LOKAI AURA pertenece a la línea LOKAI, SANTUARIO, de Casa Obsidian Wristband, la que reúne las piezas para quien entendió que el refugio no es un lugar al que se llega, sino algo que se lleva puesto.

Elegimos amatista para esta pieza por una razón que casi nadie cuenta. La amatista no crece a la intemperie. Se forma dentro de burbujas de gas que quedaron atrapadas cuando la lava se enfrió, cavidades selladas dentro de la roca volcánica, y ahí adentro los cristales crecen hacia el centro hueco durante millones de años. Nadie los ve. Nadie los toca. Cuando por fin se abre esa cámara, lo que aparece es una bóveda tapizada de violeta que estuvo trabajando en silencio todo ese tiempo. La palabra para eso es santuario, y esta piedra es lo más cerca que la naturaleza está de fabricar uno.

Entre cada esfera de amatista corre una rondana de hematita con acabado plateado, y ahí está el contrapeso de la pieza. La hematita es óxido de hierro y su nombre viene del griego haima, sangre, porque a pesar de verse como metal pulido, al reducirla a polvo tiña de rojo. Con ese polvo se pintaron las primeras manos sobre las paredes de las cuevas, y ese mismo óxido es el que le da color al planeta Marte. Una piedra que se ve plateada y por dentro es roja: no hay mejor compañía para una piedra que crece encerrada.

Al frente, en lugar de un dije central, van tres esferas doradas con zirconias negras engarzadas una por una, agrupadas y separadas por rondanas. Ese es un recurso propio de la Casa: tres puntos en vez de uno. El ojo tarda más en recorrerlos, y la pieza se lee más larga y más rica sin necesidad de crecer de tamaño.

El precio de esta pieza no está en el material, está en el conteo. Lleva cerca de veinticinco rondanas, una entre cada cuenta, colocadas a mano de principio a fin. Cada rondana obliga a detenerse, a alinear y a tensar. Es de las piezas más lentas de armar de todo el catálogo y por eso no se puede reponer a voluntad. Lo que ese trabajo compra es que el violeta no se lea como una masa continua sino como cuentas individuales, cada una con su propio marco espejo que devuelve luz con cada movimiento de muñeca. Es la diferencia entre una pulsera de piedra y una pieza construida.

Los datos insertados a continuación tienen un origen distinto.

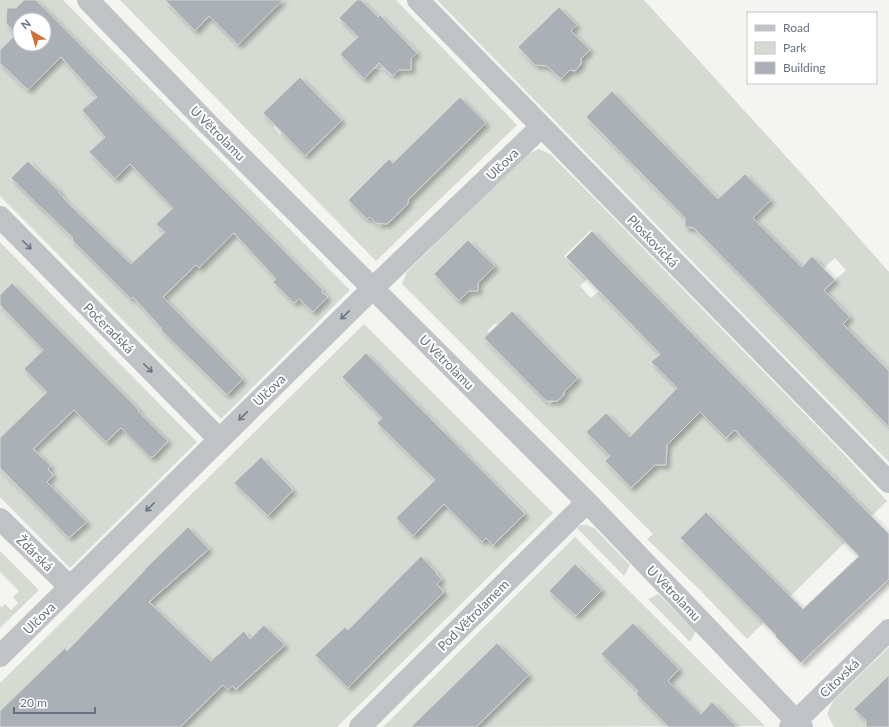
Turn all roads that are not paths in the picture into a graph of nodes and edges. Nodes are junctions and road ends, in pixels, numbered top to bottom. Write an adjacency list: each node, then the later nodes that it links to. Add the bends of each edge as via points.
1 (88, 0): 5 (street, U Větrolamu)
2 (418, 0): 3 (street, Ploskovická)
3 (541, 127): 5 (street, Ulčova); 7 (street, Ploskovická)
4 (0, 217): 6 (street, Počeradská, one-way to 6)
5 (373, 288): 6 (street, Ulčova, one-way to 6); 8 (street, U Větrolamu)
6 (219, 439): 10 (street, Ulčova, one-way to 10)
7 (889, 482)
8 (587, 502): 13 (street, U Větrolamu); 14 (street, Pod Větrolamem)
9 (0, 519): 10 (street, Žďárská)
10 (70, 587): 12 (street, Ulčova)
11 (889, 630): 13 (street, Cítovská)
12 (0, 656)
13 (796, 725)
14 (360, 727)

Violeta, plata y oro en el mismo cuerpo, sobre hilo lavanda. Mezclar dos metales es decisión, no descuido: la plata sostiene el ritmo a lo largo de todo el tejido y el oro concentra el peso visual en un solo punto.

Pieza unisex, ajustable con cierre corredizo de macramé, hecha a mano en México, pensada como recordatorio diario de una cualidad que quien la porta ya encarna: la calma, la de quien no necesita que el mundo se ordene para estar en paz.

Numerada, No. X de Y en el mundo, dentro de la Temporada III ZORAYA. Acuñación Luminus.

Lo que se acuña una vez, es leyenda. No habrá más. Esa es la promesa.